┌─ Given data
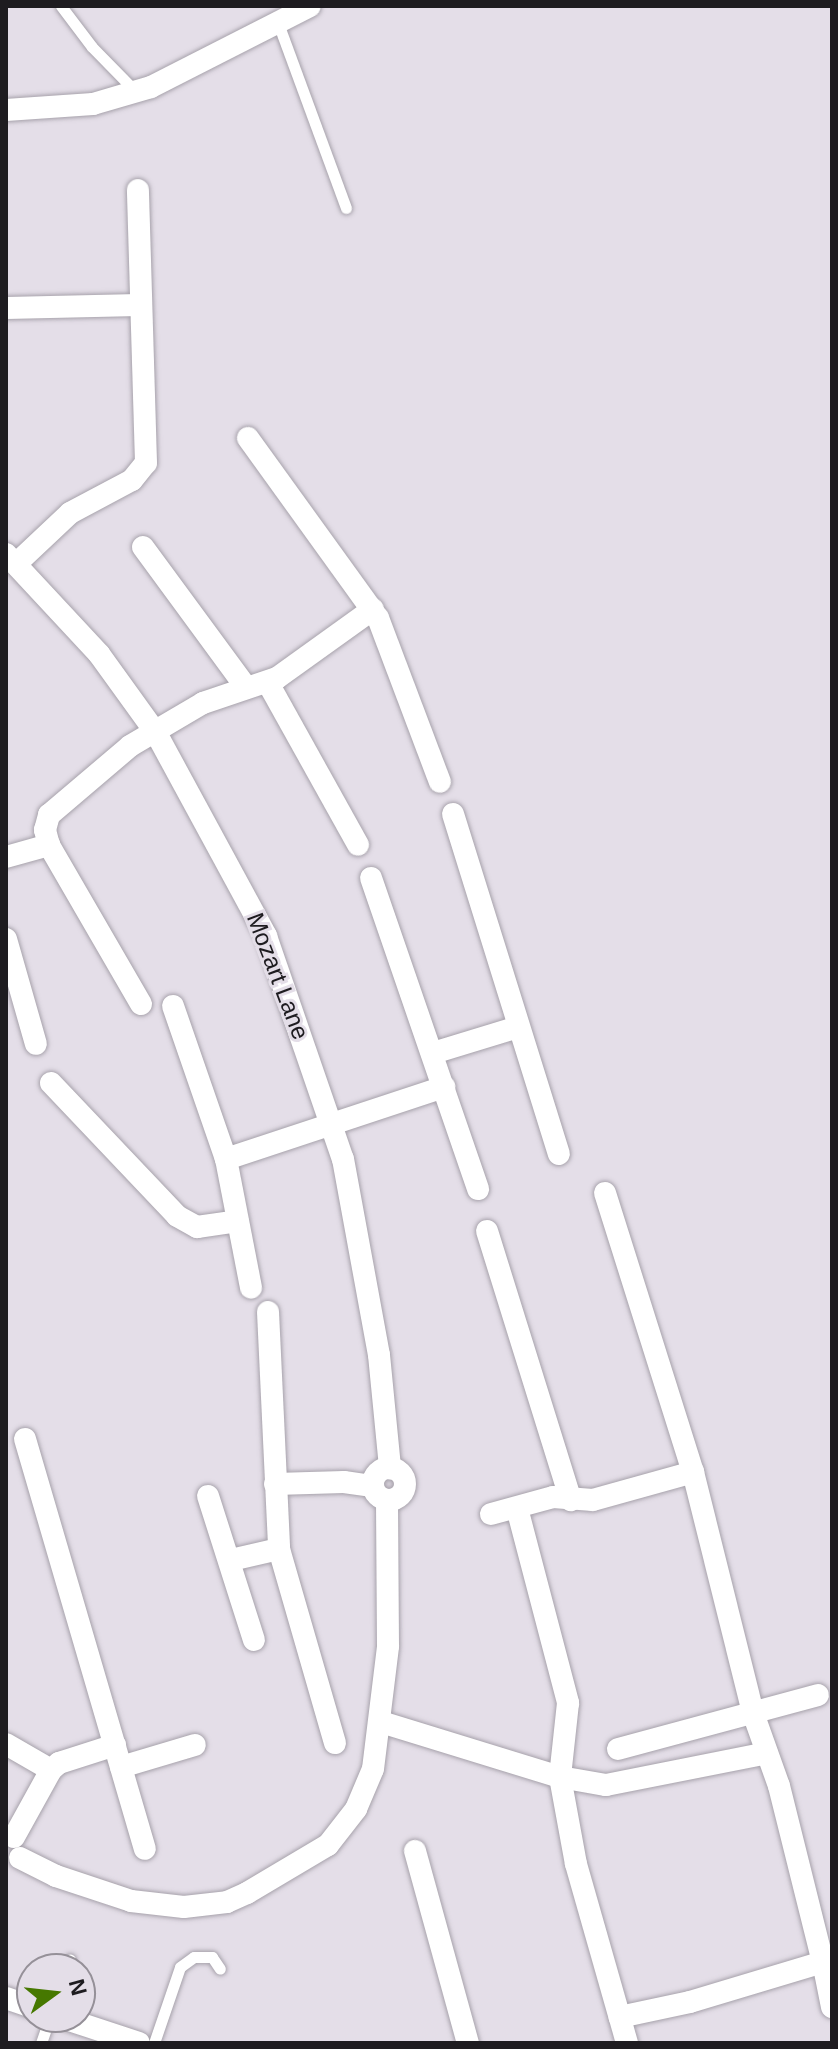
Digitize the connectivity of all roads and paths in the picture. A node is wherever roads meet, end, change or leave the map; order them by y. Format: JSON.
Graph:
{"nodes":[{"id":1,"x":61,"y":6,"type":"edge"},
{"id":2,"x":301,"y":8,"type":"edge"},
{"id":3,"x":278,"y":23,"type":"junction"},
{"id":4,"x":136,"y":92,"type":"junction"},
{"id":5,"x":6,"y":110,"type":"edge"},
{"id":6,"x":138,"y":190,"type":"dead end"},
{"id":7,"x":346,"y":208,"type":"dead end"},
{"id":8,"x":139,"y":305,"type":"junction"},
{"id":9,"x":6,"y":308,"type":"edge"},
{"id":10,"x":248,"y":438,"type":"dead end"},
{"id":11,"x":143,"y":547,"type":"dead end"},
{"id":12,"x":12,"y":558,"type":"edge"},
{"id":13,"x":373,"y":609,"type":"junction"},
{"id":14,"x":268,"y":683,"type":"junction"},
{"id":15,"x":245,"y":686,"type":"junction"},
{"id":16,"x":156,"y":733,"type":"junction"},
{"id":17,"x":440,"y":782,"type":"dead end"},
{"id":18,"x":453,"y":814,"type":"dead end"},
{"id":19,"x":49,"y":845,"type":"junction"},
{"id":20,"x":358,"y":845,"type":"dead end"},
{"id":21,"x":6,"y":857,"type":"edge"},
{"id":22,"x":371,"y":878,"type":"dead end"},
{"id":23,"x":6,"y":939,"type":"edge"},
{"id":24,"x":141,"y":1004,"type":"dead end"},
{"id":25,"x":173,"y":1006,"type":"dead end"},
{"id":26,"x":518,"y":1027,"type":"junction"},
{"id":27,"x":36,"y":1044,"type":"dead end"},
{"id":28,"x":433,"y":1053,"type":"junction"},
{"id":29,"x":51,"y":1083,"type":"dead end"},
{"id":30,"x":444,"y":1087,"type":"junction"},
{"id":31,"x":332,"y":1124,"type":"junction"},
{"id":32,"x":559,"y":1154,"type":"dead end"},
{"id":33,"x":226,"y":1159,"type":"junction"},
{"id":34,"x":478,"y":1189,"type":"dead end"},
{"id":35,"x":605,"y":1193,"type":"dead end"},
{"id":36,"x":238,"y":1221,"type":"junction"},
{"id":37,"x":487,"y":1231,"type":"dead end"},
{"id":38,"x":251,"y":1288,"type":"dead end"},
{"id":39,"x":268,"y":1312,"type":"dead end"},
{"id":40,"x":25,"y":1439,"type":"dead end"},
{"id":41,"x":693,"y":1472,"type":"junction"},
{"id":42,"x":275,"y":1484,"type":"junction"},
{"id":43,"x":380,"y":1493,"type":"junction"},
{"id":44,"x":208,"y":1496,"type":"dead end"},
{"id":45,"x":571,"y":1500,"type":"junction"},
{"id":46,"x":517,"y":1508,"type":"junction"},
{"id":47,"x":491,"y":1514,"type":"dead end"},
{"id":48,"x":279,"y":1549,"type":"junction"},
{"id":49,"x":231,"y":1560,"type":"junction"},
{"id":50,"x":254,"y":1640,"type":"dead end"},
{"id":51,"x":818,"y":1695,"type":"dead end"},
{"id":52,"x":753,"y":1713,"type":"junction"},
{"id":53,"x":381,"y":1722,"type":"junction"},
{"id":54,"x":335,"y":1743,"type":"dead end"},
{"id":55,"x":6,"y":1744,"type":"edge"},
{"id":56,"x":115,"y":1745,"type":"junction"},
{"id":57,"x":195,"y":1745,"type":"dead end"},
{"id":58,"x":618,"y":1749,"type":"dead end"},
{"id":59,"x":767,"y":1753,"type":"junction"},
{"id":60,"x":121,"y":1767,"type":"junction"},
{"id":61,"x":51,"y":1770,"type":"junction"},
{"id":62,"x":560,"y":1777,"type":"junction"},
{"id":63,"x":145,"y":1849,"type":"dead end"},
{"id":64,"x":12,"y":1850,"type":"edge"},
{"id":65,"x":415,"y":1851,"type":"dead end"},
{"id":66,"x":823,"y":1962,"type":"junction"},
{"id":67,"x":220,"y":1969,"type":"dead end"},
{"id":68,"x":832,"y":2007,"type":"edge"},
{"id":69,"x":620,"y":2017,"type":"junction"},
{"id":70,"x":96,"y":2029,"type":"edge"},
{"id":71,"x":139,"y":2043,"type":"edge"},
{"id":72,"x":154,"y":2043,"type":"edge"},
{"id":73,"x":468,"y":2043,"type":"edge"},
{"id":74,"x":627,"y":2043,"type":"edge"}],
"edges":[{"from":1,"to":4,"type":"lane"},
{"from":2,"to":3,"type":"street"},
{"from":3,"to":4,"type":"street"},
{"from":3,"to":7,"type":"lane"},
{"from":4,"to":5,"type":"street"},
{"from":6,"to":8,"type":"street"},
{"from":8,"to":9,"type":"street"},
{"from":8,"to":12,"type":"street"},
{"from":10,"to":13,"type":"street"},
{"from":11,"to":15,"type":"street"},
{"from":12,"to":16,"type":"street","name":"Mozart Lane"},
{"from":13,"to":14,"type":"street"},
{"from":13,"to":17,"type":"street"},
{"from":14,"to":15,"type":"street"},
{"from":14,"to":20,"type":"street"},
{"from":15,"to":16,"type":"street"},
{"from":16,"to":19,"type":"street"},
{"from":16,"to":31,"type":"street","name":"Mozart Lane"},
{"from":18,"to":26,"type":"street"},
{"from":19,"to":21,"type":"street"},
{"from":19,"to":24,"type":"street"},
{"from":22,"to":28,"type":"street"},
{"from":23,"to":27,"type":"street"},
{"from":25,"to":33,"type":"street"},
{"from":26,"to":28,"type":"street"},
{"from":26,"to":32,"type":"street"},
{"from":28,"to":30,"type":"street"},
{"from":29,"to":36,"type":"street"},
{"from":30,"to":31,"type":"street"},
{"from":30,"to":34,"type":"street"},
{"from":31,"to":33,"type":"street"},
{"from":31,"to":43,"type":"street","name":"Mozart Lane"},
{"from":33,"to":36,"type":"street"},
{"from":35,"to":41,"type":"street"},
{"from":36,"to":38,"type":"street"},
{"from":37,"to":45,"type":"street"},
{"from":39,"to":42,"type":"street"},
{"from":40,"to":56,"type":"street"},
{"from":41,"to":45,"type":"street"},
{"from":41,"to":52,"type":"street"},
{"from":42,"to":43,"type":"street"},
{"from":42,"to":48,"type":"street"},
{"from":43,"to":53,"type":"street"},
{"from":44,"to":49,"type":"street"},
{"from":45,"to":46,"type":"street"},
{"from":46,"to":47,"type":"street"},
{"from":46,"to":62,"type":"street"},
{"from":48,"to":49,"type":"street"},
{"from":48,"to":54,"type":"street"},
{"from":49,"to":50,"type":"street"},
{"from":51,"to":52,"type":"street"},
{"from":52,"to":58,"type":"street"},
{"from":52,"to":59,"type":"street"},
{"from":53,"to":62,"type":"street"},
{"from":53,"to":64,"type":"street"},
{"from":55,"to":61,"type":"street"},
{"from":56,"to":60,"type":"street"},
{"from":56,"to":61,"type":"street"},
{"from":57,"to":60,"type":"street"},
{"from":59,"to":62,"type":"street"},
{"from":59,"to":66,"type":"street"},
{"from":60,"to":63,"type":"street"},
{"from":61,"to":64,"type":"street"},
{"from":62,"to":69,"type":"street"},
{"from":65,"to":73,"type":"street"},
{"from":66,"to":68,"type":"street"},
{"from":66,"to":69,"type":"street"},
{"from":67,"to":72,"type":"lane"},
{"from":69,"to":74,"type":"street"},
{"from":70,"to":71,"type":"street"}]}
└─
Above are the records; return them exactly, minus the pictures.

Digitize the connectivity of all roads and paths in the picture. A node is wherever roads meet, end, change or leave the map; order them by y. Format: JSON.
Graph:
{"nodes":[{"id":1,"x":61,"y":6,"type":"edge"},
{"id":2,"x":301,"y":8,"type":"edge"},
{"id":3,"x":278,"y":23,"type":"junction"},
{"id":4,"x":136,"y":92,"type":"junction"},
{"id":5,"x":6,"y":110,"type":"edge"},
{"id":6,"x":138,"y":190,"type":"dead end"},
{"id":7,"x":346,"y":208,"type":"dead end"},
{"id":8,"x":139,"y":305,"type":"junction"},
{"id":9,"x":6,"y":308,"type":"edge"},
{"id":10,"x":248,"y":438,"type":"dead end"},
{"id":11,"x":143,"y":547,"type":"dead end"},
{"id":12,"x":12,"y":558,"type":"edge"},
{"id":13,"x":373,"y":609,"type":"junction"},
{"id":14,"x":268,"y":683,"type":"junction"},
{"id":15,"x":245,"y":686,"type":"junction"},
{"id":16,"x":156,"y":733,"type":"junction"},
{"id":17,"x":440,"y":782,"type":"dead end"},
{"id":18,"x":453,"y":814,"type":"dead end"},
{"id":19,"x":49,"y":845,"type":"junction"},
{"id":20,"x":358,"y":845,"type":"dead end"},
{"id":21,"x":6,"y":857,"type":"edge"},
{"id":22,"x":371,"y":878,"type":"dead end"},
{"id":23,"x":6,"y":939,"type":"edge"},
{"id":24,"x":141,"y":1004,"type":"dead end"},
{"id":25,"x":173,"y":1006,"type":"dead end"},
{"id":26,"x":518,"y":1027,"type":"junction"},
{"id":27,"x":36,"y":1044,"type":"dead end"},
{"id":28,"x":433,"y":1053,"type":"junction"},
{"id":29,"x":51,"y":1083,"type":"dead end"},
{"id":30,"x":444,"y":1087,"type":"junction"},
{"id":31,"x":332,"y":1124,"type":"junction"},
{"id":32,"x":559,"y":1154,"type":"dead end"},
{"id":33,"x":226,"y":1159,"type":"junction"},
{"id":34,"x":478,"y":1189,"type":"dead end"},
{"id":35,"x":605,"y":1193,"type":"dead end"},
{"id":36,"x":238,"y":1221,"type":"junction"},
{"id":37,"x":487,"y":1231,"type":"dead end"},
{"id":38,"x":251,"y":1288,"type":"dead end"},
{"id":39,"x":268,"y":1312,"type":"dead end"},
{"id":40,"x":25,"y":1439,"type":"dead end"},
{"id":41,"x":693,"y":1472,"type":"junction"},
{"id":42,"x":275,"y":1484,"type":"junction"},
{"id":43,"x":380,"y":1493,"type":"junction"},
{"id":44,"x":208,"y":1496,"type":"dead end"},
{"id":45,"x":571,"y":1500,"type":"junction"},
{"id":46,"x":517,"y":1508,"type":"junction"},
{"id":47,"x":491,"y":1514,"type":"dead end"},
{"id":48,"x":279,"y":1549,"type":"junction"},
{"id":49,"x":231,"y":1560,"type":"junction"},
{"id":50,"x":254,"y":1640,"type":"dead end"},
{"id":51,"x":818,"y":1695,"type":"dead end"},
{"id":52,"x":753,"y":1713,"type":"junction"},
{"id":53,"x":381,"y":1722,"type":"junction"},
{"id":54,"x":335,"y":1743,"type":"dead end"},
{"id":55,"x":6,"y":1744,"type":"edge"},
{"id":56,"x":115,"y":1745,"type":"junction"},
{"id":57,"x":195,"y":1745,"type":"dead end"},
{"id":58,"x":618,"y":1749,"type":"dead end"},
{"id":59,"x":767,"y":1753,"type":"junction"},
{"id":60,"x":121,"y":1767,"type":"junction"},
{"id":61,"x":51,"y":1770,"type":"junction"},
{"id":62,"x":560,"y":1777,"type":"junction"},
{"id":63,"x":145,"y":1849,"type":"dead end"},
{"id":64,"x":12,"y":1850,"type":"edge"},
{"id":65,"x":415,"y":1851,"type":"dead end"},
{"id":66,"x":823,"y":1962,"type":"junction"},
{"id":67,"x":220,"y":1969,"type":"dead end"},
{"id":68,"x":832,"y":2007,"type":"edge"},
{"id":69,"x":620,"y":2017,"type":"junction"},
{"id":70,"x":96,"y":2029,"type":"edge"},
{"id":71,"x":139,"y":2043,"type":"edge"},
{"id":72,"x":154,"y":2043,"type":"edge"},
{"id":73,"x":468,"y":2043,"type":"edge"},
{"id":74,"x":627,"y":2043,"type":"edge"}],
"edges":[{"from":1,"to":4,"type":"lane"},
{"from":2,"to":3,"type":"street"},
{"from":3,"to":4,"type":"street"},
{"from":3,"to":7,"type":"lane"},
{"from":4,"to":5,"type":"street"},
{"from":6,"to":8,"type":"street"},
{"from":8,"to":9,"type":"street"},
{"from":8,"to":12,"type":"street"},
{"from":10,"to":13,"type":"street"},
{"from":11,"to":15,"type":"street"},
{"from":12,"to":16,"type":"street","name":"Mozart Lane"},
{"from":13,"to":14,"type":"street"},
{"from":13,"to":17,"type":"street"},
{"from":14,"to":15,"type":"street"},
{"from":14,"to":20,"type":"street"},
{"from":15,"to":16,"type":"street"},
{"from":16,"to":19,"type":"street"},
{"from":16,"to":31,"type":"street","name":"Mozart Lane"},
{"from":18,"to":26,"type":"street"},
{"from":19,"to":21,"type":"street"},
{"from":19,"to":24,"type":"street"},
{"from":22,"to":28,"type":"street"},
{"from":23,"to":27,"type":"street"},
{"from":25,"to":33,"type":"street"},
{"from":26,"to":28,"type":"street"},
{"from":26,"to":32,"type":"street"},
{"from":28,"to":30,"type":"street"},
{"from":29,"to":36,"type":"street"},
{"from":30,"to":31,"type":"street"},
{"from":30,"to":34,"type":"street"},
{"from":31,"to":33,"type":"street"},
{"from":31,"to":43,"type":"street","name":"Mozart Lane"},
{"from":33,"to":36,"type":"street"},
{"from":35,"to":41,"type":"street"},
{"from":36,"to":38,"type":"street"},
{"from":37,"to":45,"type":"street"},
{"from":39,"to":42,"type":"street"},
{"from":40,"to":56,"type":"street"},
{"from":41,"to":45,"type":"street"},
{"from":41,"to":52,"type":"street"},
{"from":42,"to":43,"type":"street"},
{"from":42,"to":48,"type":"street"},
{"from":43,"to":53,"type":"street"},
{"from":44,"to":49,"type":"street"},
{"from":45,"to":46,"type":"street"},
{"from":46,"to":47,"type":"street"},
{"from":46,"to":62,"type":"street"},
{"from":48,"to":49,"type":"street"},
{"from":48,"to":54,"type":"street"},
{"from":49,"to":50,"type":"street"},
{"from":51,"to":52,"type":"street"},
{"from":52,"to":58,"type":"street"},
{"from":52,"to":59,"type":"street"},
{"from":53,"to":62,"type":"street"},
{"from":53,"to":64,"type":"street"},
{"from":55,"to":61,"type":"street"},
{"from":56,"to":60,"type":"street"},
{"from":56,"to":61,"type":"street"},
{"from":57,"to":60,"type":"street"},
{"from":59,"to":62,"type":"street"},
{"from":59,"to":66,"type":"street"},
{"from":60,"to":63,"type":"street"},
{"from":61,"to":64,"type":"street"},
{"from":62,"to":69,"type":"street"},
{"from":65,"to":73,"type":"street"},
{"from":66,"to":68,"type":"street"},
{"from":66,"to":69,"type":"street"},
{"from":67,"to":72,"type":"lane"},
{"from":69,"to":74,"type":"street"},
{"from":70,"to":71,"type":"street"}]}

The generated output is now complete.